Siempre me fue fácil imaginarla. La ausencia de datos es buena aliada de la imaginación. Hasta su lugar en el mapa permanece incierto, sólo coordenadas esquivas. Algún lugar de lo que hoy es otro lugar, que nada recuerda ya de lo que fue. Todo ha sido borrado y no es el tiempo el único artífice de este olvido. Lo es también la Historia y el paso rutilante de la Media Luna y su sed iconoclasta. Hoy su nombre, Souk-Ahras, es el testimonio de esa espesa pátina que recubre su pasado. Y pensar que aquellas ciudades fueron el primer vergel de la cristiandad. Una terrible lección permanece inalterable, escrita en la ausencia de esos parajes sin memoria. Una historia que habla de morir en el desierto, para renacer de nuevo en las incultas forestas de Europa.
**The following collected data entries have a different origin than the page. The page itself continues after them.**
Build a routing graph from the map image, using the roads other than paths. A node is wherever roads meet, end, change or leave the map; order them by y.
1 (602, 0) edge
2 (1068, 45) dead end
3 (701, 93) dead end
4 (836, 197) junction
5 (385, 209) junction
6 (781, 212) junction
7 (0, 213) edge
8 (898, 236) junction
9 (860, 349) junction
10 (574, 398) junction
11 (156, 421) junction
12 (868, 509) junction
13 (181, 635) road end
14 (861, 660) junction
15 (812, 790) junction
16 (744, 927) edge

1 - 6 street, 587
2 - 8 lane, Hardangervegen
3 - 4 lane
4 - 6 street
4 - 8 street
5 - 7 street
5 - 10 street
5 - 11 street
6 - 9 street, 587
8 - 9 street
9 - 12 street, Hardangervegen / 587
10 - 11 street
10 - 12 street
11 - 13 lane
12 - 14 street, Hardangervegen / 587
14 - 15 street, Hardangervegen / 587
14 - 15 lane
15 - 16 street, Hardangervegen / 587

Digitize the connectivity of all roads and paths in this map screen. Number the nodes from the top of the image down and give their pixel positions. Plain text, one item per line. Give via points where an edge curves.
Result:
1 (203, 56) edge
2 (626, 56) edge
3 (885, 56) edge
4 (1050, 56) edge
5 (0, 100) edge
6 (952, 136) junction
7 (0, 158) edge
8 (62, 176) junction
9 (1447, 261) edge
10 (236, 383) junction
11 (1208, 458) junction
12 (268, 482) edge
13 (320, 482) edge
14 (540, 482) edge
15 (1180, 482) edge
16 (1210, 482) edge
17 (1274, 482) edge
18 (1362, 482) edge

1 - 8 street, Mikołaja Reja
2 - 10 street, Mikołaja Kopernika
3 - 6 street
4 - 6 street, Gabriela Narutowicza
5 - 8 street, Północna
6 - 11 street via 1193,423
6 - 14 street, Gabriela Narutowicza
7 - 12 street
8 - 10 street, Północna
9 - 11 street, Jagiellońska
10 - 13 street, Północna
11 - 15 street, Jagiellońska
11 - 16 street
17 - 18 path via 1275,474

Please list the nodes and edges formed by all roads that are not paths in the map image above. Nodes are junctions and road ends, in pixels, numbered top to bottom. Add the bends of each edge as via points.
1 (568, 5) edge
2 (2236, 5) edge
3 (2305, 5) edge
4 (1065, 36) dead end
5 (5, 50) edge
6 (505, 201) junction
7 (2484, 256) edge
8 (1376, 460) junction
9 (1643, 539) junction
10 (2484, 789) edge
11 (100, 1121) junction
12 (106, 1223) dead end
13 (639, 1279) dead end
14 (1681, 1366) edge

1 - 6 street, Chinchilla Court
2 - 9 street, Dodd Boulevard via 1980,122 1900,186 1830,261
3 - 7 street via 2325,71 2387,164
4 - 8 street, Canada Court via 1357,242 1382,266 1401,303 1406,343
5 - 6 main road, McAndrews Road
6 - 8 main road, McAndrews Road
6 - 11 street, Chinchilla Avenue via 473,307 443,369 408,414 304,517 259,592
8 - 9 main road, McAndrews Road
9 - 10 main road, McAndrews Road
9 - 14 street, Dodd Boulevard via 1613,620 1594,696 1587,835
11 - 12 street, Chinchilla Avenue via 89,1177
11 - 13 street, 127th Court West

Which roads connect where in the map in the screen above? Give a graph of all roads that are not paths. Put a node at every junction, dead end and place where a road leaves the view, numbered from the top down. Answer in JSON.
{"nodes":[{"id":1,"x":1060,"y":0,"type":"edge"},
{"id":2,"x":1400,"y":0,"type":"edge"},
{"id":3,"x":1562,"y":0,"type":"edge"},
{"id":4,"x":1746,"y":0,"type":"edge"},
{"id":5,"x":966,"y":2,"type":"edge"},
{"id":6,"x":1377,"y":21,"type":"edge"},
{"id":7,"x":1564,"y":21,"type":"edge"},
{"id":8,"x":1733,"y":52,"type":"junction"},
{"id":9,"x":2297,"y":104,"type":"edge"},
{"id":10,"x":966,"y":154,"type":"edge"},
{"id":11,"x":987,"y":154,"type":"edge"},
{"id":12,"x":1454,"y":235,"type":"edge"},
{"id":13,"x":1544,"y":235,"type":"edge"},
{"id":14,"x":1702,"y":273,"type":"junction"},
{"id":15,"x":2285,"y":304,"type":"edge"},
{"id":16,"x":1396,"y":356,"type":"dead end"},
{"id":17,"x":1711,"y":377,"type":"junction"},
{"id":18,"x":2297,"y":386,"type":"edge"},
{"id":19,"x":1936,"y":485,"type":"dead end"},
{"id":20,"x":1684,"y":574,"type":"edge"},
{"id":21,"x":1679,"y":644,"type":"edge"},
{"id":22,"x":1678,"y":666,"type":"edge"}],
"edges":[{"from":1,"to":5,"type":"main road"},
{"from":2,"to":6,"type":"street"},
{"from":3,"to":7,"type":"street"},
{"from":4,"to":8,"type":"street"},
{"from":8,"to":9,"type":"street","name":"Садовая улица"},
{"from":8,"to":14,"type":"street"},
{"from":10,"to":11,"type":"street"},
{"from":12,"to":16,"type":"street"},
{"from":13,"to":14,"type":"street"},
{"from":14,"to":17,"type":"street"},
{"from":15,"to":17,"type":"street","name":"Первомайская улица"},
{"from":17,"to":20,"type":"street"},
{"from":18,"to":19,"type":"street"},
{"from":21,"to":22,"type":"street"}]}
Fue la periferia de un imperio que decaía sin remedio, sometido a los rigores se su propia grandeza. Una orilla rica, pero de importancia escasa, una estrecha ciudad de una pequeña provincia. La imagino abrasada por el sol del mediodía, polvorienta y arrebatada por vientos calientes de arena. La intuyo de una monocromía terrosa de pequeñas ventanas y patios generosos a la usanza de la inalcanzable Roma. No estaba sobre el mar, pero suficientemente próxima como para sentir algún resabio de brisa marina. Su patio de atrás era un desierto y más allá, la nada. Era una meseta alta, de buenos viñedos que se bebían endulzados en las pocas tabernas que alegraban la monotonía de la tarde.


Seguramente contaría con algunos monumentos, legados del poder romano que hacía sentir su huella y mitigaba con el mármol la violencia de su yugo. Habría alguna pequeña basílica laica de dos ábsides, unos templos vacíos de dioses y altares manchados con la sangre reseca de un antiguo sacrificio. También imagino los bullicios del pequeño mercado, con sus telas de colores vivos y sus fragancias insinuantes. Y veo la dignidad que siempre aporta alguna columnata esparcida en un pórtico, generoso de sombra. A su reparo se debatía con encono la nueva religión del imperio, que se llamaba Filosofía.

Los cristianos ciertamente eran una minoría compensada con la vivacidad que alienta lo nuevo. Recién saboreaban la libertad de poder profesar su fe, aunque el recuerdo próximo de sus mártires los hacía todavía cautos. Su organización precaria ganaba adeptos, pero todavía por muchos era considerada más bien una fe de esclavos. Un entusiasmo desbordante los hacía triunfar con facilidad frente a los resabios de las cansadas viejas religiones atestadas de dioses. De todos modos, era una cultura pagana la que impregnaba la vida, los gestos, el derecho y sobre todo la escuela, donde se enseñaba con férreos métodos la gramática griega.

Esa suma de ingredientes dispares que se cocían lentamente en el pequeño caldero de Tagaste fue el alimento que dibujó el destino de su hijo predilecto. El que debía salvarla del olvido para siempre. Las tenaces enseñanzas de su madre mezcladas con los rigores de sus maestros clásicos fueron el alimento de su futura síntesis de cíclope. Salvar esos dos mundos fue su obra. Y fue en aquella minúscula ciudad del África que se plantó la semilla de donde florecería el árbol a cuya sombra se cobijó por siglos Occidente.